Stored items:

Start of Block

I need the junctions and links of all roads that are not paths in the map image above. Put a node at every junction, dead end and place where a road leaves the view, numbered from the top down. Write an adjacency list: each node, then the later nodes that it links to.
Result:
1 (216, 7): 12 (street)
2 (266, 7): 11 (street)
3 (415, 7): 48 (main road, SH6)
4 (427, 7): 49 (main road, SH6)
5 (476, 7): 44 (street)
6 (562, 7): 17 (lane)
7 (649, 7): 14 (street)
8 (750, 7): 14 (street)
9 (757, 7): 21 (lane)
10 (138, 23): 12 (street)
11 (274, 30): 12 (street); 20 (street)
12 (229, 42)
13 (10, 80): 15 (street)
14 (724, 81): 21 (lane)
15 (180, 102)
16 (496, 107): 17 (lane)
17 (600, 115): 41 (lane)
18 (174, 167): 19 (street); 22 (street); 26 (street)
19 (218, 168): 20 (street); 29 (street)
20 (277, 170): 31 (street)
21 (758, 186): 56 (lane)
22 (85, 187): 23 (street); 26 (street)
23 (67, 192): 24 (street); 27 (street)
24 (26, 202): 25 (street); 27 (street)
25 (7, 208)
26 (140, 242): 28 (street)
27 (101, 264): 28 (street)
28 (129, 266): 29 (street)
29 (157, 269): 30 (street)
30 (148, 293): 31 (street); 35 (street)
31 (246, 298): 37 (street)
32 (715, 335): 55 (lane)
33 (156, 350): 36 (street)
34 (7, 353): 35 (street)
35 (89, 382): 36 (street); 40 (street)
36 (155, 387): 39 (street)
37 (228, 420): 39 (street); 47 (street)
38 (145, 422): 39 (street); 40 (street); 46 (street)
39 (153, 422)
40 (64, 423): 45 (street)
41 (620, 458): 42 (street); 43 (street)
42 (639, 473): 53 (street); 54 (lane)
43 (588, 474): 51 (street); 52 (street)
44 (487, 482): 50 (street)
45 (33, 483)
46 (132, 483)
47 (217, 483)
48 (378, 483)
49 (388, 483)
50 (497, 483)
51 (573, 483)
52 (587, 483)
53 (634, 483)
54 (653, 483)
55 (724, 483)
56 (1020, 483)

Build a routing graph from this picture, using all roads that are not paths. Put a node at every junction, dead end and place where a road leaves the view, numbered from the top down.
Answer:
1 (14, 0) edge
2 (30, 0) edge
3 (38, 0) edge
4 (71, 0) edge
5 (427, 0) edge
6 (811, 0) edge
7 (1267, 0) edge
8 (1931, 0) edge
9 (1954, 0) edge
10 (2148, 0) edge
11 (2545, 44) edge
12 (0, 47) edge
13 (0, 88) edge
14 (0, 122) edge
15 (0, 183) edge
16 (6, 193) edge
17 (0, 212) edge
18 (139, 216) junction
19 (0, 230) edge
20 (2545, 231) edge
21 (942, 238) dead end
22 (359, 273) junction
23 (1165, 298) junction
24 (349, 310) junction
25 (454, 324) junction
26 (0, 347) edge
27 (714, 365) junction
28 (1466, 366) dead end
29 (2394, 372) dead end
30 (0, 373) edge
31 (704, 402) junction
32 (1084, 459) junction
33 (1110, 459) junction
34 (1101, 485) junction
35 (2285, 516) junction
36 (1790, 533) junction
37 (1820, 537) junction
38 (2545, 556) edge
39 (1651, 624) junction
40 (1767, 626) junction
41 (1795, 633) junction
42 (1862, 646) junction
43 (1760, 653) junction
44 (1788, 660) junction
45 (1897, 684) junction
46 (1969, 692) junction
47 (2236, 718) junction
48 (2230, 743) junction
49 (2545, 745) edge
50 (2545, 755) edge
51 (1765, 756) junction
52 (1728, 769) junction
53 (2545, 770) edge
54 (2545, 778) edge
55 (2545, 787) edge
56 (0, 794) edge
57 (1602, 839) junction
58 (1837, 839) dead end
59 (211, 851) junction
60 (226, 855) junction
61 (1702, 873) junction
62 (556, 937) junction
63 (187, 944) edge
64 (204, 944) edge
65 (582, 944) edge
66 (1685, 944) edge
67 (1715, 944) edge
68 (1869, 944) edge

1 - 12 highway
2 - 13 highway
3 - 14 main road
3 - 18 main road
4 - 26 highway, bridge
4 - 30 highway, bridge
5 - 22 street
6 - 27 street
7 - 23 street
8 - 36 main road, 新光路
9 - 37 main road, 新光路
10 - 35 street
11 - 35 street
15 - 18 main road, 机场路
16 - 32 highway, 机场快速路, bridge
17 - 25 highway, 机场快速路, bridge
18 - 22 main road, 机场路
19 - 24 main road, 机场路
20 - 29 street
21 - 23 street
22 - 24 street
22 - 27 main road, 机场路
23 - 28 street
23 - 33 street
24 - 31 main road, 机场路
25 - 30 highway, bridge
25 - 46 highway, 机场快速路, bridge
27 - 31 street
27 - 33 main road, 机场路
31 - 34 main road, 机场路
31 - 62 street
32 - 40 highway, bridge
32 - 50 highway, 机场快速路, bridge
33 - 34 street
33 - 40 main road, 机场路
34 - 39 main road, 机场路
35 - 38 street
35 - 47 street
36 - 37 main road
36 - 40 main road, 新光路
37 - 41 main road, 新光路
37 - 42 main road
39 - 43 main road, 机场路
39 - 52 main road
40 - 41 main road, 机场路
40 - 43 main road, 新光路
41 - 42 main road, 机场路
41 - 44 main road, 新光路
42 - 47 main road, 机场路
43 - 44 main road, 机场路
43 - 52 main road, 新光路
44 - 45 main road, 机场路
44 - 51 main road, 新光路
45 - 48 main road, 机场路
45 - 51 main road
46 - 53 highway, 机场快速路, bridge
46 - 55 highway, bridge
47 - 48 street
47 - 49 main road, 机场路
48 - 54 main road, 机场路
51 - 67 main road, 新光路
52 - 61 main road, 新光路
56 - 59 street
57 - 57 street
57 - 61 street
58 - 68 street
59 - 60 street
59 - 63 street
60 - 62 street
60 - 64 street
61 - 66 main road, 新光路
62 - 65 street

End of Block
Start of Block

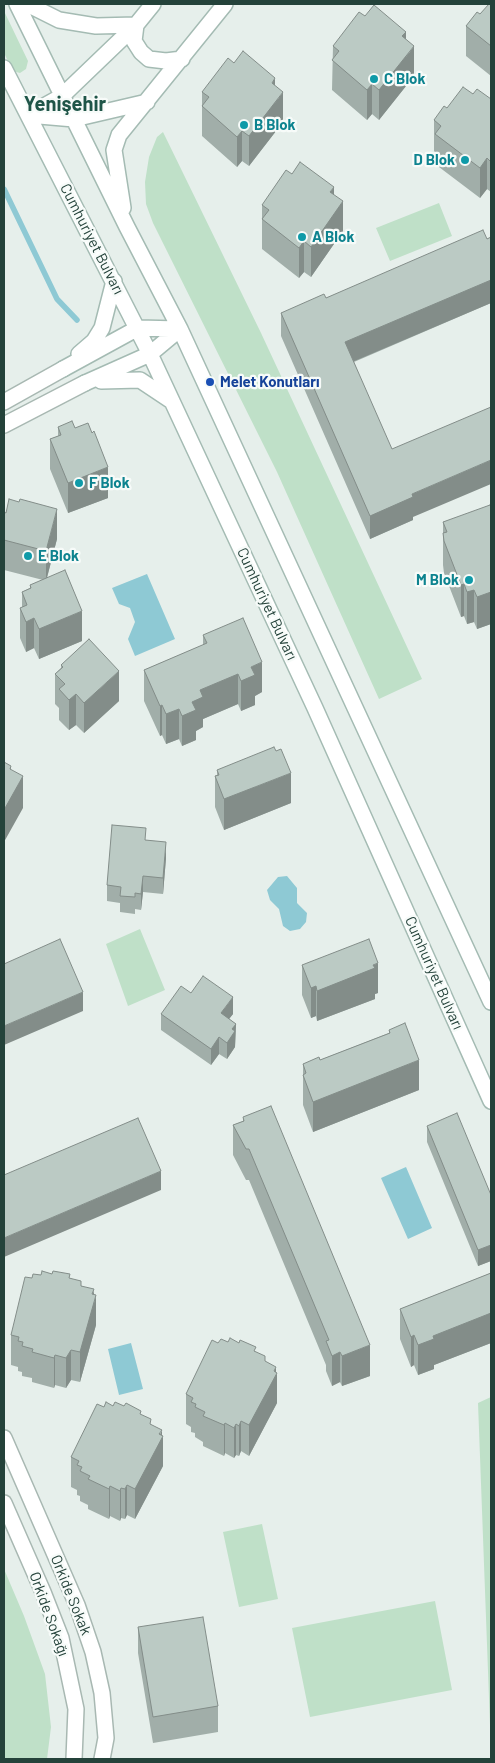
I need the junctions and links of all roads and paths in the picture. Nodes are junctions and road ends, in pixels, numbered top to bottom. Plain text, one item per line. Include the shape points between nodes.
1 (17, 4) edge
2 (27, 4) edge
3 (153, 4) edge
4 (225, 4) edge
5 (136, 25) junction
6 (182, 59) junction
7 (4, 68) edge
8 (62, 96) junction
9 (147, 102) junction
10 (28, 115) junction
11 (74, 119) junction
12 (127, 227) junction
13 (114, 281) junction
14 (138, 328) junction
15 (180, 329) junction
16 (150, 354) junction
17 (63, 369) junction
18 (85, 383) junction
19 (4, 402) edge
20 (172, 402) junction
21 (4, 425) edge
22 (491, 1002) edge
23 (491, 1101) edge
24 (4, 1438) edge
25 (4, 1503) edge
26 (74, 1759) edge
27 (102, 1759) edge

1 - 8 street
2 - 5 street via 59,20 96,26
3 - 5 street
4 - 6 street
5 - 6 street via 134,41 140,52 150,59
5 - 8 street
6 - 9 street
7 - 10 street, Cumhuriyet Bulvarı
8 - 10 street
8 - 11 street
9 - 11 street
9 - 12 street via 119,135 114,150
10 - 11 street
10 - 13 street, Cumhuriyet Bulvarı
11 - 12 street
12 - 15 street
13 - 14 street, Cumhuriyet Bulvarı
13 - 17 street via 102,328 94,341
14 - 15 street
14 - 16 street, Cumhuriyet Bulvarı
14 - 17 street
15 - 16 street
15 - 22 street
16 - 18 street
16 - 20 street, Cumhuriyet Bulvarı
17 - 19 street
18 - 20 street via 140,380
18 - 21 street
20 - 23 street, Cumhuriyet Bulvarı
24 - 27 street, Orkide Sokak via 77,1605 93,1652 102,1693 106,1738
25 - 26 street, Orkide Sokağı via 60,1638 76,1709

End of Block

TASK TO CARRY OUT: Find the lines above holding the word "that" and show them.

ANSWER TO THE EXERCISE:
I need the junctions and links of all roads that are not paths in the map image above. Put a node at every junction, dead end and place where a road leaves the view, numbered from the top down. Write an adjacency list: each node, then the later nodes that it links to.
Build a routing graph from this picture, using all roads that are not paths. Put a node at every junction, dead end and place where a road leaves the view, numbered from the top down.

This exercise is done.